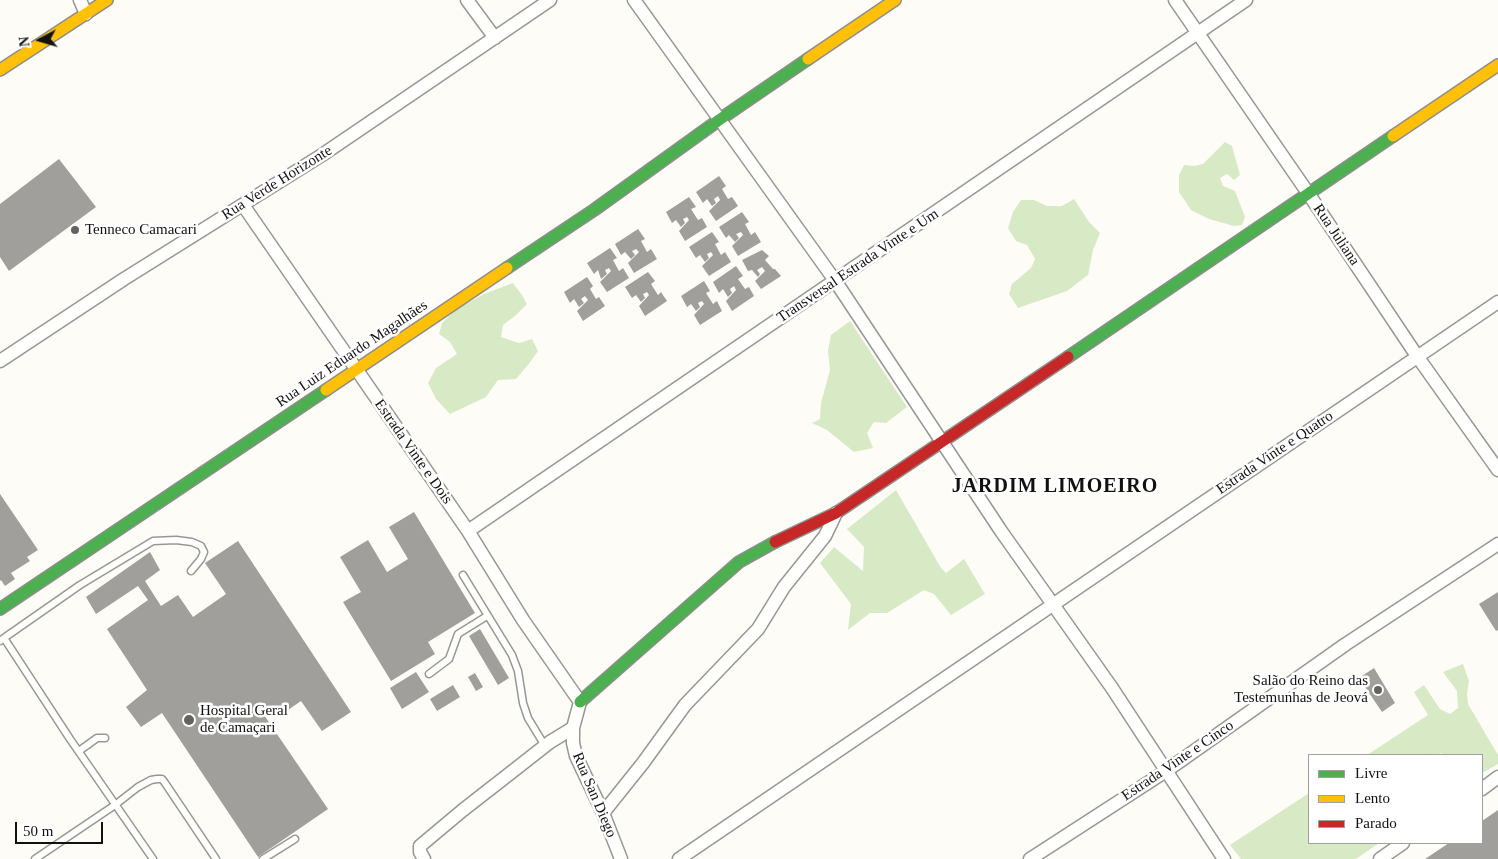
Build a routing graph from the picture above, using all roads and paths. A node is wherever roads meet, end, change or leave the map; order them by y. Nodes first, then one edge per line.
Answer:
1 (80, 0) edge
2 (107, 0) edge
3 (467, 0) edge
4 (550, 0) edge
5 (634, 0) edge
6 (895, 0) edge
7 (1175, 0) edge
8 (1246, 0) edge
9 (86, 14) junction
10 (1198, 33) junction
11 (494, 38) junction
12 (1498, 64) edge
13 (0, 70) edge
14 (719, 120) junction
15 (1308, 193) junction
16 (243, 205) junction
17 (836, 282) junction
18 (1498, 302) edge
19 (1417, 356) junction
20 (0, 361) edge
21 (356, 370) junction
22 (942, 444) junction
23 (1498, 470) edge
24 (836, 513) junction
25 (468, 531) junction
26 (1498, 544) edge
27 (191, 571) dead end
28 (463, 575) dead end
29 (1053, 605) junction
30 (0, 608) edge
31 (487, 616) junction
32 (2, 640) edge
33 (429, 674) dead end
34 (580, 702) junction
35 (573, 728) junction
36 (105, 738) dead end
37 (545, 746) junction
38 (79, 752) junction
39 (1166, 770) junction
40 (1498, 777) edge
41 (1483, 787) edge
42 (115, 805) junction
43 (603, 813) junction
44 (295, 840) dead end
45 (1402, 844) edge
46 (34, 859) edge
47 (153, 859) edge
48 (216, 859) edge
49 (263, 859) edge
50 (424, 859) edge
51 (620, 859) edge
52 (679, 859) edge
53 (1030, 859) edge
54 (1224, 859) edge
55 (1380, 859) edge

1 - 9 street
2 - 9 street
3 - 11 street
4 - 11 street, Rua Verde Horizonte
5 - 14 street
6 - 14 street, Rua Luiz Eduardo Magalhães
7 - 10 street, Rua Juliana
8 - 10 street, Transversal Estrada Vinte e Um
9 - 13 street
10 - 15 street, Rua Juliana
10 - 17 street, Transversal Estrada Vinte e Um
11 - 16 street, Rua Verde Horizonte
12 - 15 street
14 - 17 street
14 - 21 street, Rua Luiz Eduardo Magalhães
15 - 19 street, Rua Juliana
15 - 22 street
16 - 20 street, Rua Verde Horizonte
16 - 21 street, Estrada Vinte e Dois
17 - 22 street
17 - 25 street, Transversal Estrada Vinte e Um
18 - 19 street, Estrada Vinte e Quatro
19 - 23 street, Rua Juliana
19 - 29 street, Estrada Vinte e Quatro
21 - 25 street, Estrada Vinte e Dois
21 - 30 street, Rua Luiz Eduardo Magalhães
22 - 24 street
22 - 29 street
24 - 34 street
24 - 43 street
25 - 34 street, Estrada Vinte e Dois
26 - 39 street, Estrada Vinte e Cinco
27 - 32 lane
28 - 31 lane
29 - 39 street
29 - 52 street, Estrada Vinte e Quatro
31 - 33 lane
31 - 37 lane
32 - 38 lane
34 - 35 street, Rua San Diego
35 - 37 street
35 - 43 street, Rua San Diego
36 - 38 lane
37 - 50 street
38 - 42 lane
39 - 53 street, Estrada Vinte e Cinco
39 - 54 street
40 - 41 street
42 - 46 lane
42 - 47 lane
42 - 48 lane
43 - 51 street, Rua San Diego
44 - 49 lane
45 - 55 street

* * *

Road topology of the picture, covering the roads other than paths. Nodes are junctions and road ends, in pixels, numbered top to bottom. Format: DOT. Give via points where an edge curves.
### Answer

---

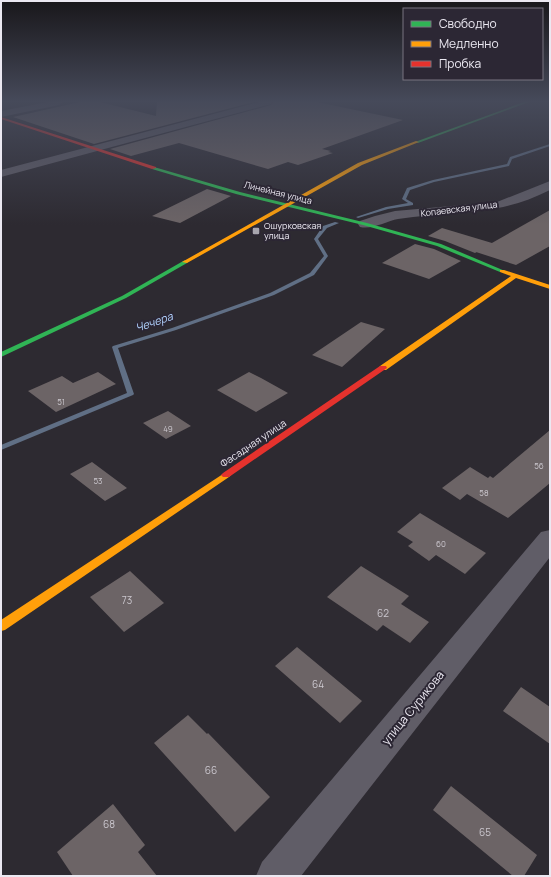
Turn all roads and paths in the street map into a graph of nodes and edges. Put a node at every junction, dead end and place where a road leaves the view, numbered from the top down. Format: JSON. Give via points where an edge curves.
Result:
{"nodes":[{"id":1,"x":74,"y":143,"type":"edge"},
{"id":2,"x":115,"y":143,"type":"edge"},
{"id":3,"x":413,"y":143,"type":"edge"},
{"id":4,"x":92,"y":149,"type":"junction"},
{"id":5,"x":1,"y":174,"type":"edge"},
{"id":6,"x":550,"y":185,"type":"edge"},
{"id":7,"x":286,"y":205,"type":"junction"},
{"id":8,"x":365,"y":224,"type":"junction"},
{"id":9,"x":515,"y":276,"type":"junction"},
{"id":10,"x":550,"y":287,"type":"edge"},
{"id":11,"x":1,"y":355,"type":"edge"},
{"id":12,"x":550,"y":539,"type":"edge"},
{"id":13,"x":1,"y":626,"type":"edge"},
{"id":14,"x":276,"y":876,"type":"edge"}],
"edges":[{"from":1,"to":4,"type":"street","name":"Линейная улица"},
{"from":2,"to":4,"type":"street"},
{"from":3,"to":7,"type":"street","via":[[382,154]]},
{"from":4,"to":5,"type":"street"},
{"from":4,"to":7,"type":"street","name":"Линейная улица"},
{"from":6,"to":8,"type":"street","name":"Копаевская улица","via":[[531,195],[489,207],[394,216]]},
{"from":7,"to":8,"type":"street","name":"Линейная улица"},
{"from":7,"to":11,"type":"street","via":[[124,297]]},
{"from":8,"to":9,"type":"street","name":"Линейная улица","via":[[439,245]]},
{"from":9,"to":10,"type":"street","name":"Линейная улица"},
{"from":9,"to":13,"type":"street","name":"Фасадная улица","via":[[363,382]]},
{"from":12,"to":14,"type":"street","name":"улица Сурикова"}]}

▶ _Problem details_
Your answer must be a copy of every line in the data above that holds the string "paths".

▶ _Response box_
Build a routing graph from the picture above, using all roads and paths. A node is wherever roads meet, end, change or leave the map; order them by y. Nodes first, then one edge per line.
Road topology of the picture, covering the roads other than paths. Nodes are junctions and road ends, in pixels, numbered top to bottom. Format: DOT. Give via points where an edge curves.
Turn all roads and paths in the street map into a graph of nodes and edges. Put a node at every junction, dead end and place where a road leaves the view, numbered from the top down. Format: JSON. Give via points where an edge curves.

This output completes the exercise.